▸ PROBLEM REQUIREMENTS
Please show every line from the entries that carries the word "Jataúba".

Dataset entries:
-- Opening Marker --

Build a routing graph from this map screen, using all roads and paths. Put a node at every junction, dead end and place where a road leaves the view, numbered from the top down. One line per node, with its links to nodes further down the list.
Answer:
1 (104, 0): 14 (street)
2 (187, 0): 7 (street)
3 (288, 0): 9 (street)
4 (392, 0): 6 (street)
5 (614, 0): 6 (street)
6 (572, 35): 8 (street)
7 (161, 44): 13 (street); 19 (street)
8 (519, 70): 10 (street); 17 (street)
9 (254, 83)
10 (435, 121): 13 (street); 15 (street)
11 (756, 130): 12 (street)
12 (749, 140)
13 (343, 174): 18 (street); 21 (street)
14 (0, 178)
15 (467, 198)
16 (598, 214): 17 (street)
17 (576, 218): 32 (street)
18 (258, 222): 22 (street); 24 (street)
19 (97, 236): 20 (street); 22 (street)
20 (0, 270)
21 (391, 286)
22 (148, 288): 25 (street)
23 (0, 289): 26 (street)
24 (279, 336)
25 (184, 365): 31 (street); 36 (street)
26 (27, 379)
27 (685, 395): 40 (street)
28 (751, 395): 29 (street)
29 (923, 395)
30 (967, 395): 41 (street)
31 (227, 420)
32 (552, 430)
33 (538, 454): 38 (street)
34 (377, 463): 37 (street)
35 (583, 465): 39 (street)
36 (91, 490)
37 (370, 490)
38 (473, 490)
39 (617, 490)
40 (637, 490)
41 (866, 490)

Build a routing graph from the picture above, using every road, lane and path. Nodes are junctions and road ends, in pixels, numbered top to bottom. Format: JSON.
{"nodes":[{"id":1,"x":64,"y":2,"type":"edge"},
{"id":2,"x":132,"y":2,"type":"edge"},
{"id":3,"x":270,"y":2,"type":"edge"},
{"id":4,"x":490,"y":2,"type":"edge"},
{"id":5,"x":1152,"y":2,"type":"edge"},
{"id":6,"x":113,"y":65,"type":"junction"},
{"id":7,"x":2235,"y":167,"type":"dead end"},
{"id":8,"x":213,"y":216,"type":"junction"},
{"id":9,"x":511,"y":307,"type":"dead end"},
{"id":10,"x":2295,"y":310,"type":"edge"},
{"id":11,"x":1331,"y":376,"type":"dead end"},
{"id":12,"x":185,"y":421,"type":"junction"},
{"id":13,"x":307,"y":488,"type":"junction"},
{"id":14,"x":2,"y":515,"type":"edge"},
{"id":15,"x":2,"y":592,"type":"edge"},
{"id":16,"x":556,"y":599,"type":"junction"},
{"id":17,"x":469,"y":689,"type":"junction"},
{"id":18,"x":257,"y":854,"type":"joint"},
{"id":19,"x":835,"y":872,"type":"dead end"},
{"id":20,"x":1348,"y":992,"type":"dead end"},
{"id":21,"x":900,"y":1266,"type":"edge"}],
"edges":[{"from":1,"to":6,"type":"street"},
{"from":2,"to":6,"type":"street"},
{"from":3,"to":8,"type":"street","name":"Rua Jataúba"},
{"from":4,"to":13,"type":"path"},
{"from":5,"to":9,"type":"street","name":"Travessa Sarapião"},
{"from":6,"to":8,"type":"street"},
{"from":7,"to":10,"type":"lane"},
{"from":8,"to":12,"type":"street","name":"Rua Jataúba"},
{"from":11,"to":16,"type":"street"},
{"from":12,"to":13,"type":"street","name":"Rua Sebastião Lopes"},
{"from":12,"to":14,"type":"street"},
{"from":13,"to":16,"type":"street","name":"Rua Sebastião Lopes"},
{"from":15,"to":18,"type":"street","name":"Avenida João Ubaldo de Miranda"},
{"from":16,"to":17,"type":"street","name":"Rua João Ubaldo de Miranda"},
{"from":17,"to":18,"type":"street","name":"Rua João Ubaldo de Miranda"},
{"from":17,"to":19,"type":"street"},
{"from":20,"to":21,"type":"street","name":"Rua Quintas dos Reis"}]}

-- Closing Marker --

▸ REPLY TO THE TASK
{"from":3,"to":8,"type":"street","name":"Rua Jataúba"},
{"from":8,"to":12,"type":"street","name":"Rua Jataúba"},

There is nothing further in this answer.